D. S. Saund did not set out to become the first Asian American to serve in the House of Representatives. He did not even intend to remain in the United States for more than a few years, expecting to return home to India after learning the business of fruit canning.
But after earning a doctorate in mathematics in 1924 — he studied both agriculture and mathematics at the University of California, Berkeley — his family told him that the anti-British comments he had made while in the U.S. were being monitored, according to a biography on the House of Representatives website.
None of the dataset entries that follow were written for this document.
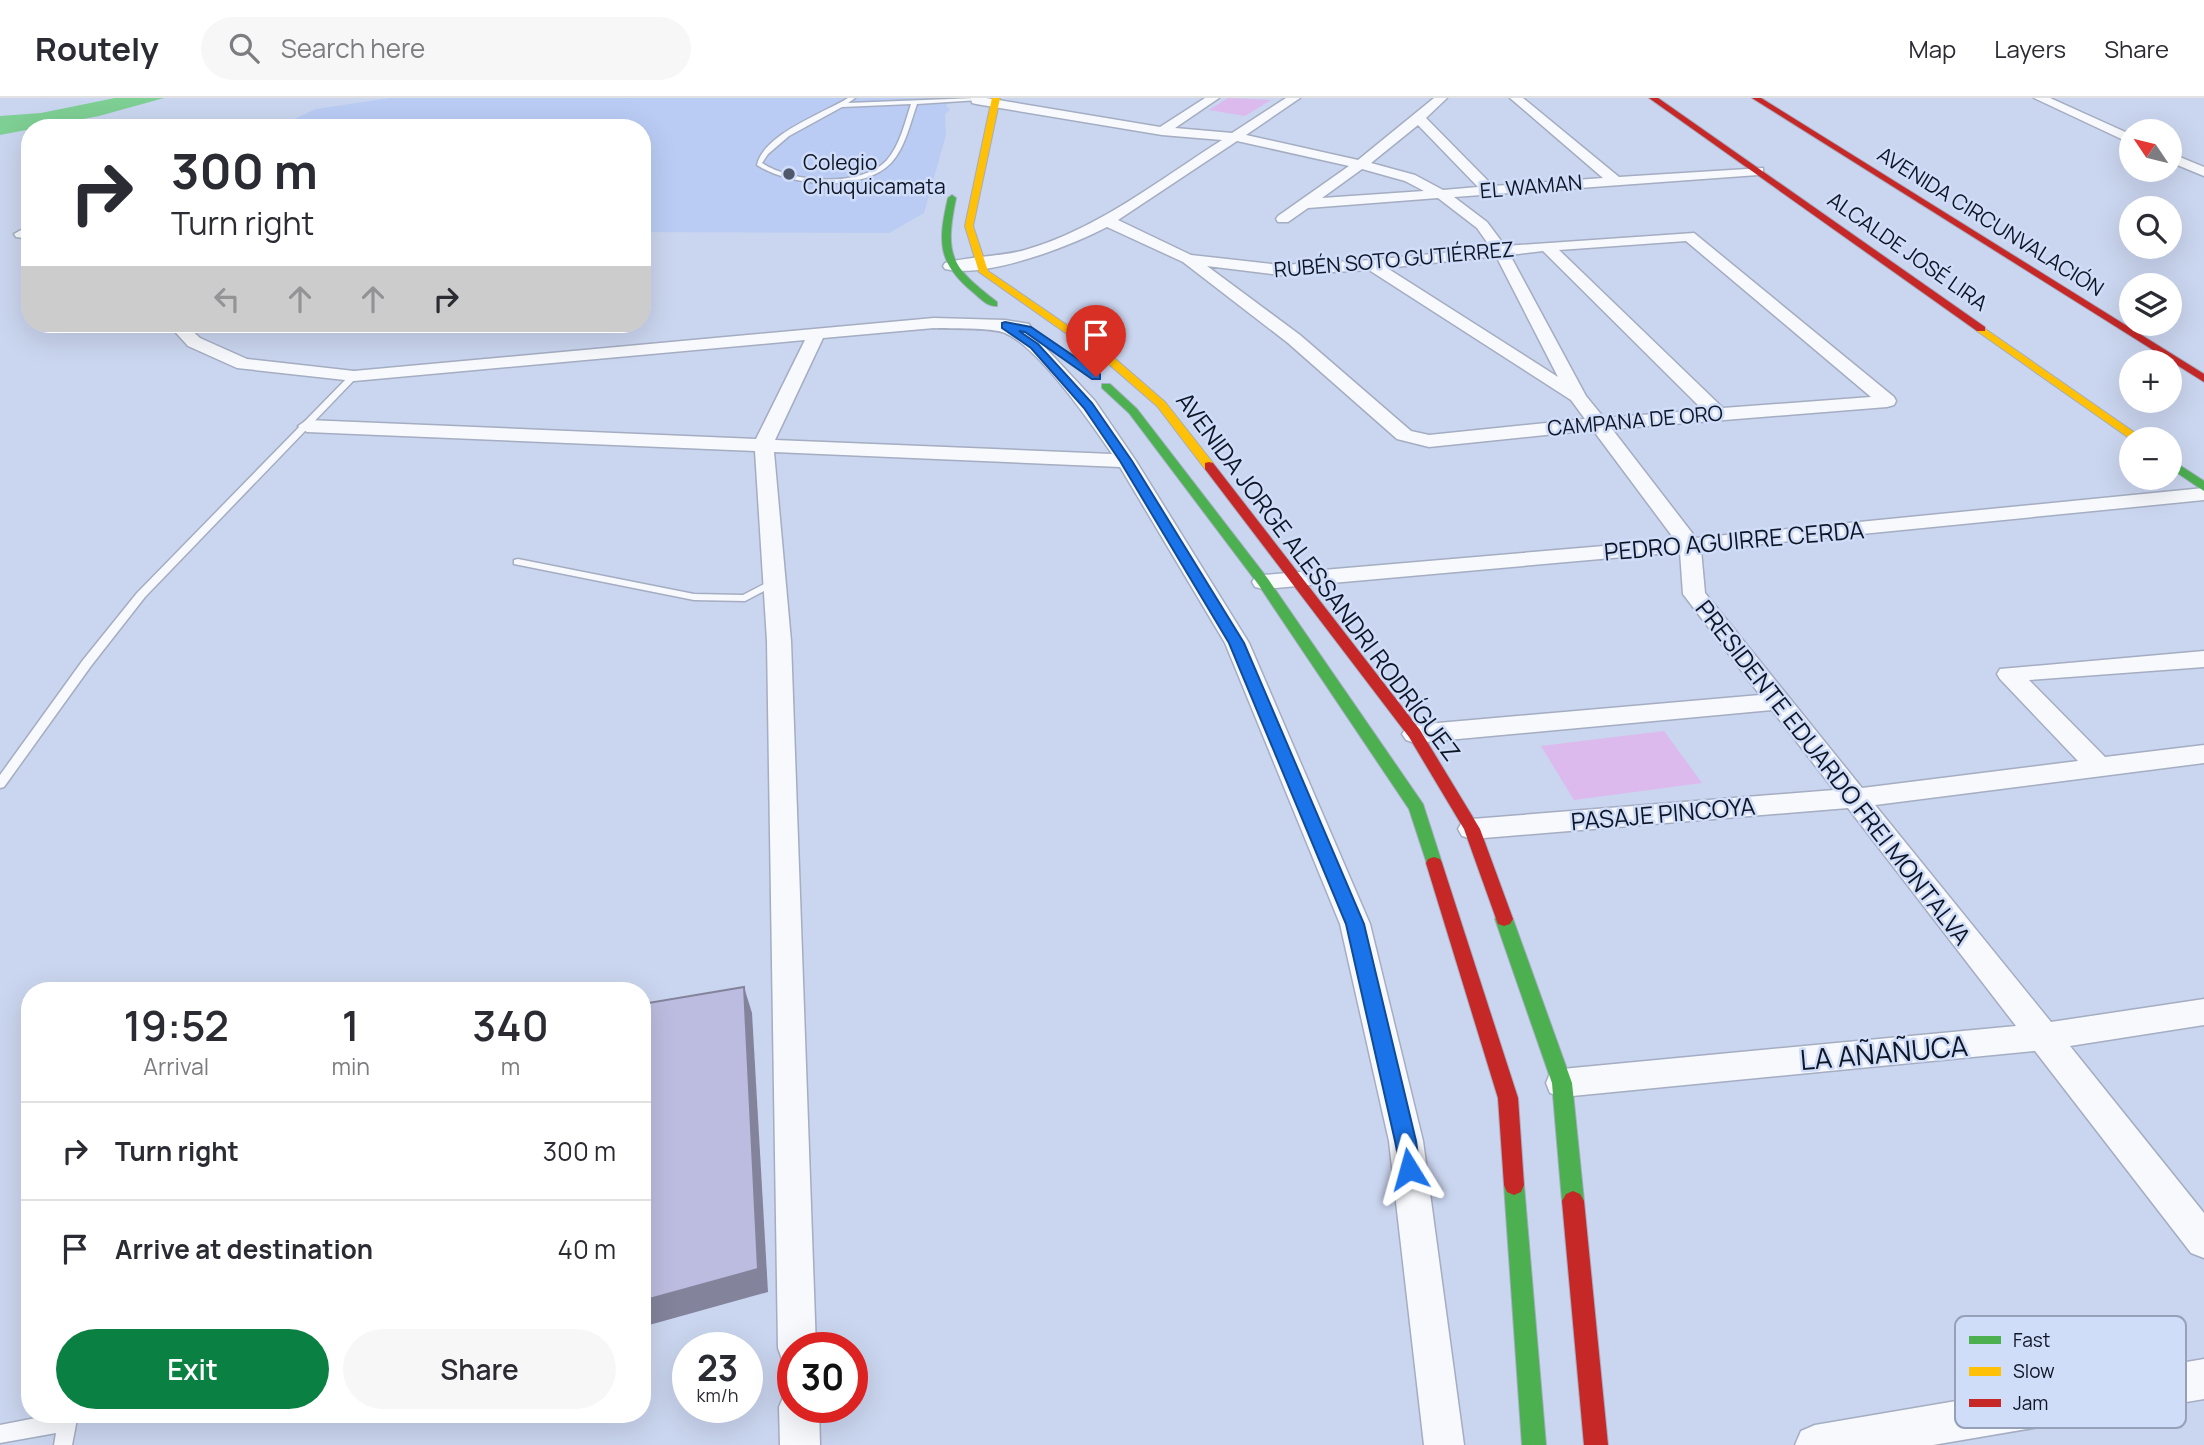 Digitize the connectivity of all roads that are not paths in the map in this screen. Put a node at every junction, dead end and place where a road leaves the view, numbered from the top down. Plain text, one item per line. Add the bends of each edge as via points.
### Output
1 (852, 98) edge
2 (1056, 98) edge
3 (1213, 98) edge
4 (1294, 98) edge
5 (1441, 98) edge
6 (1516, 98) edge
7 (1653, 98) edge
8 (1756, 98) edge
9 (2040, 98) edge
10 (914, 103) junction
11 (984, 103) edge
12 (841, 105) junction
13 (1740, 105) dead end
14 (1036, 109) junction
15 (1419, 119) junction
16 (1162, 131) junction
17 (2119, 134) edge
18 (1236, 137) junction
19 (2182, 162) edge
20 (1360, 164) junction
21 (1758, 171) junction
22 (2204, 172) edge
23 (957, 176) dead end
24 (1614, 180) junction
25 (1488, 189) junction
26 (1871, 190) dead end
27 (1441, 194) junction
28 (1303, 205) junction
29 (1283, 219) dead end
30 (1107, 222) junction
31 (1689, 236) joint
32 (1547, 246) junction
33 (1500, 250) junction
34 (1188, 259) junction
35 (980, 265) junction
36 (1372, 265) junction
37 (951, 266) junction
38 (1016, 327) junction
39 (186, 333) edge
40 (817, 333) junction
41 (1062, 353) dead end
42 (354, 376) junction
43 (1096, 377) dead end
44 (2204, 379) edge
45 (1577, 397) junction
46 (1717, 413) junction
47 (1598, 425) junction
48 (307, 426) junction
49 (2120, 427) edge
50 (764, 444) junction
51 (1126, 461) junction
52 (2182, 471) edge
53 (2204, 487) edge
54 (2204, 494) edge
55 (1690, 545) junction
56 (518, 562) dead end
57 (1295, 580) junction
58 (1263, 582) junction
59 (775, 583) junction
60 (2204, 659) edge
61 (1778, 701) junction
62 (1415, 734) junction
63 (2204, 754) edge
64 (2099, 767) junction
65 (0, 784) edge
66 (1854, 798) junction
67 (1472, 829) junction
68 (2204, 1012) edge
69 (2042, 1037) junction
70 (1562, 1083) junction
71 (2204, 1241) edge
72 (797, 1332) edge
73 (2204, 1379) edge
74 (2186, 1382) edge
75 (1955, 1421) edge
76 (47, 1423) edge
77 (67, 1423) edge
78 (799, 1423) edge
79 (0, 1434) edge
80 (63, 1445) edge
81 (800, 1445) edge
82 (1444, 1445) edge
83 (1534, 1445) edge
84 (1596, 1445) edge
85 (1815, 1445) edge

1 - 12 lane
2 - 14 street
3 - 16 street
4 - 18 street
5 - 15 street
6 - 24 street
7 - 21 main road, ALCALDE JOSÉ LIRA
8 - 44 main road, AVENIDA CIRCUNVALACIÓN
9 - 17 street
10 - 11 lane
10 - 12 lane
10 - 12 lane via 897,153 867,175 817,181 767,172 759,164 763,153 778,141
11 - 14 street
11 - 35 main road via 969,226
13 - 26 main road, AVENIDA CIRCUNVALACIÓN
14 - 16 street
15 - 20 street
15 - 25 street
16 - 18 street
18 - 20 street
18 - 30 street
19 - 22 street
20 - 27 street via 1410,178
20 - 28 street
21 - 24 street, EL WAMAN
21 - 49 main road, ALCALDE JOSÉ LIRA
23 - 37 main road via 945,227
24 - 25 street, EL WAMAN
25 - 27 street, EL WAMAN
27 - 28 street, EL WAMAN
27 - 33 street via 1482,225
28 - 29 street
30 - 34 street, RUBÉN SOTO GUTIÉRREZ
30 - 35 street via 1076,239
31 - 32 street, RUBÉN SOTO GUTIÉRREZ
31 - 46 street, CAMPANA DE ORO via 1888,401
32 - 33 street, RUBÉN SOTO GUTIÉRREZ
32 - 46 street
33 - 36 street, RUBÉN SOTO GUTIÉRREZ
33 - 45 street
34 - 36 street, RUBÉN SOTO GUTIÉRREZ via 1280,271
34 - 47 street, CAMPANA DE ORO via 1294,339 1404,435 1429,441
35 - 37 street
35 - 57 main road, AVENIDA JORGE ALESSANDRI RODRÍGUEZ via 1108,358 1161,404
36 - 45 street
37 - 38 main road
38 - 40 street via 934,323
38 - 41 main road
38 - 51 street via 1088,405
39 - 42 street via 243,364
40 - 42 street
40 - 50 street
42 - 48 lane
43 - 58 main road, AVENIDA JORGE ALESSANDRI RODRÍGUEZ via 1133,411
45 - 47 street
46 - 47 street, CAMPANA DE ORO
47 - 55 street
48 - 50 street
48 - 65 lane via 141,596
50 - 51 street
50 - 59 street
51 - 82 street via 1237,643 1355,924 1406,1141
52 - 53 main road
54 - 55 street, PEDRO AGUIRRE CERDA
55 - 57 street, PEDRO AGUIRRE CERDA
55 - 61 street, PRESIDENTE EDUARDO FREI MONTALVA via 1693,594
56 - 59 lane via 694,597 745,598
57 - 58 street, PEDRO AGUIRRE CERDA
57 - 62 main road, AVENIDA JORGE ALESSANDRI RODRÍGUEZ
58 - 83 main road, AVENIDA JORGE ALESSANDRI RODRÍGUEZ via 1417,808 1508,1098
59 - 72 street
60 - 64 street via 2009,674
61 - 62 street
61 - 66 street, PRESIDENTE EDUARDO FREI MONTALVA
62 - 67 main road, AVENIDA JORGE ALESSANDRI RODRÍGUEZ
63 - 64 street, PASAJE PINCOYA
64 - 66 street, PASAJE PINCOYA
66 - 67 street, PASAJE PINCOYA
66 - 69 street, PRESIDENTE EDUARDO FREI MONTALVA
67 - 70 main road, AVENIDA JORGE ALESSANDRI RODRÍGUEZ
68 - 69 street, LA AÑAÑUCA
69 - 70 street, LA AÑAÑUCA
69 - 71 street, PRESIDENTE EDUARDO FREI MONTALVA
70 - 84 main road, AVENIDA JORGE ALESSANDRI RODRÍGUEZ
73 - 74 street
75 - 85 street
76 - 79 lane
77 - 80 lane
78 - 81 street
He decided to stay in California.
He married and became a farmer in California’s Imperial Valley, though so-called alien land laws made it impossible for him to own the land and forced him to lease it under a friend’s name, according to an entry on the website of The JFK Library Archives. Later, after 20 years of farming, he began a fertilizer business.
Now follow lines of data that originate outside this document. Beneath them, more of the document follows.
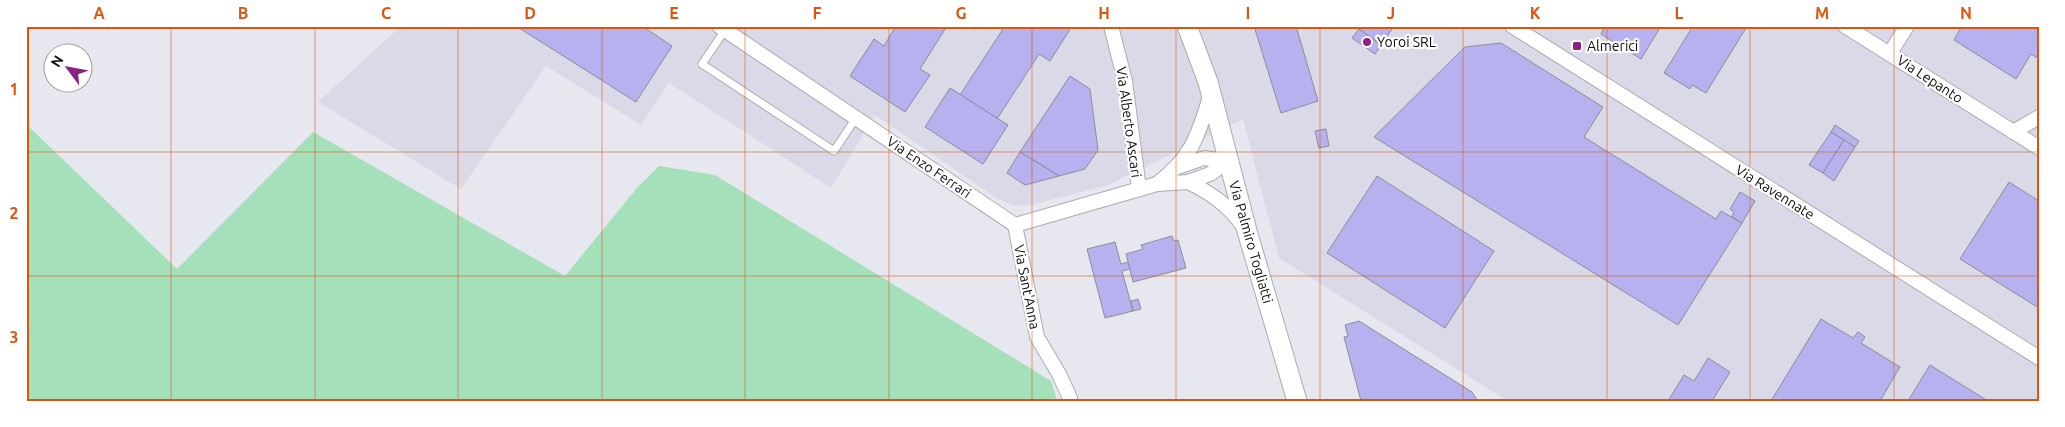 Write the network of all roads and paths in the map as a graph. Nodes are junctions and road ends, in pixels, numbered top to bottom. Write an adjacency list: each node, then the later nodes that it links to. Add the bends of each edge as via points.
1 (1111, 26): 18 (street, Via Alberto Ascari, via 1125,81)
2 (1187, 26): 9 (main road, Via Palmiro Togliatti)
3 (1193, 26): 9 (street, Via Palmiro Togliatti)
4 (1512, 26): 21 (street, Via Ravennate)
5 (1845, 26): 8 (street, Via Lepanto)
6 (1907, 26): 8 (street)
7 (722, 28): 11 (street, Via Enzo Ferrari); 11 (lane, via 702,64 718,75 834,152)
8 (1890, 53): 12 (street, Via Lepanto)
9 (1209, 88): 14 (main road, Via Palmiro Togliatti); 15 (street, via 1200,129)
10 (2039, 117): 12 (street)
11 (857, 118): 19 (street, Via Enzo Ferrari)
12 (2013, 132): 13 (street, Via Lepanto)
13 (2039, 148)
14 (1228, 161): 15 (street, via 1204,158); 16 (street, via 1210,174); 20 (main road, Via Palmiro Togliatti)
15 (1177, 168): 17 (street)
16 (1188, 182): 17 (street); 20 (street, via 1220,201)
17 (1157, 184): 18 (street)
18 (1139, 189): 19 (street)
19 (1014, 225): 22 (street, Via Sant'Anna, via 1037,337)
20 (1247, 231): 23 (main road, Via Palmiro Togliatti)
21 (2039, 358)
22 (1069, 401)
23 (1297, 401)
Throughout, he followed politics, and in the 1940s, he founded the India Association of America to persuade Congress to change laws restricting Indians in the United States. When they finally were allowed to seek naturalization, he became a U.S. citizen.
“D.S. Saund stood as a living representative that, despite our historical struggles over race, ethnicity, and immigration, someone from a poor remote village in India could rise to a level of significant position and responsibility under the U.S. system,” his grandson, Eric Saund, said when Saund’s papers were donated to the University of California, Santa Barbara.
Dalip Singh Saund was born in colonial India, and raised in the province of Punjab. His father was a construction contractor who died when Saund was young. Neither of his parents had attended school, but his father and uncles were able to open a one-room schoolhouse near his home and he went on to attend boarding school and the University of Punjab. While in college, he backed Mohandas Gandhi’s drive for independence from Britain.
In 1956, already a judge, he ran for Congress as a Democrat in a district that had sent a Republican to Congress every election since it was created 16 years earlier. Democrats now had a small voter registration advantage.
His Republican opponent was Jacqueline Cochran Odlum, already famous as the leader of the Women Airforce Service Pilots during World War II and a supporter of President Dwight D. Eisenhower.
“A woman’s ‘smoldering hope’ and the success story of an East Indian immigrant are converging into what is likely to be one of the most colorful Congressional contests of 1956,” The New York Times reported.
In his book “Congressman From India," Saund wrote that the campaign attracted nationwide publicity. He described Odlum as “a colorful personality with a Cinderella-like success story,” while he was “seeking a high office no one of my race had ever held.” Time magazine allotted a full page to the race, with half devoted to each candidate.
Saund tried to keep the focus on such issues as farm subsidies, which he thought were necessary, but as the House of Representatives biography notes, his ethnicity and religion were raised repeatedly.
“The Associated Press reminded readers that Saund was ‘a Sikh Hindu born in India’ with ‘darkhued’ skin before noting that he had been ‘thoroughly Americanized after 36 years here,’” according to the biography.
He wrote that when his opposition tried to use his Indian origin against him, he decided to turn it to his advantage and announced on television that if elected he would immediately fly to India and the Far East.
“I would appear before the people there and tell them, 'You have been listening to the insidious propaganda of the Communists that there is prejudice and discrimination in the United States against your people. Look, here I am. I am a living example of American democracy in action,’" he wrote. “‘I was elected by the free vote of the people in a very conservative district of the state of California to membership in the most powerful legislative body on the earth. Where else in the world could that happen?’”
In the end it did happen, and he won with about 52% of the vote. He thought his victory was a result of his attention to local issues affecting farmers and small businesses. When it came time for committee assignments, he told the press he wanted ones that would be relevant to his constituents not the Foreign Affairs Committee.
“I am not so much concerned with India,” his congressional biography quotes him as saying. “I am concerned with my district right here in California.”
Saund would go on to win another two elections before a stroke ended his career. As a congressman, he supported federal assistance to farmers, federal aid for education and loans for small businesses.
Writing in 1960, he said, “The new governments in Asia, the Middle East, and Africa are weak and their peoples are hungry. There is nothing new about poverty and disease in those areas of the world. These have existed for centuries. What is new and significant is that the people are determined to do something about them.”
At a time when the United States worried about spreading Communism, he favored more emphasis on economic help to underdeveloped countries to balance aid to countries with which the U.S. had military pacts.
And he backed civil rights legislation consistently.
“There is no room in the United States of America for second-class citizenship.” he wrote. “In Uncle Sam's family there are no foster children. All American citizens must enjoy equal rights under law. Discrimination of man against man in any form is repugnant to the ideals which all Americans cherish.”
He died in 1973 at his home in Hollywood, California, after a second stroke.
Then-House Majority Leader Tip O’Neill of Massachusetts remembered him as a man of “boundless energy, personal integrity, and strong convictions—consistently and tirelessly fighting for the right of ‘life, liberty, and the pursuit of happiness’ for all Americans.”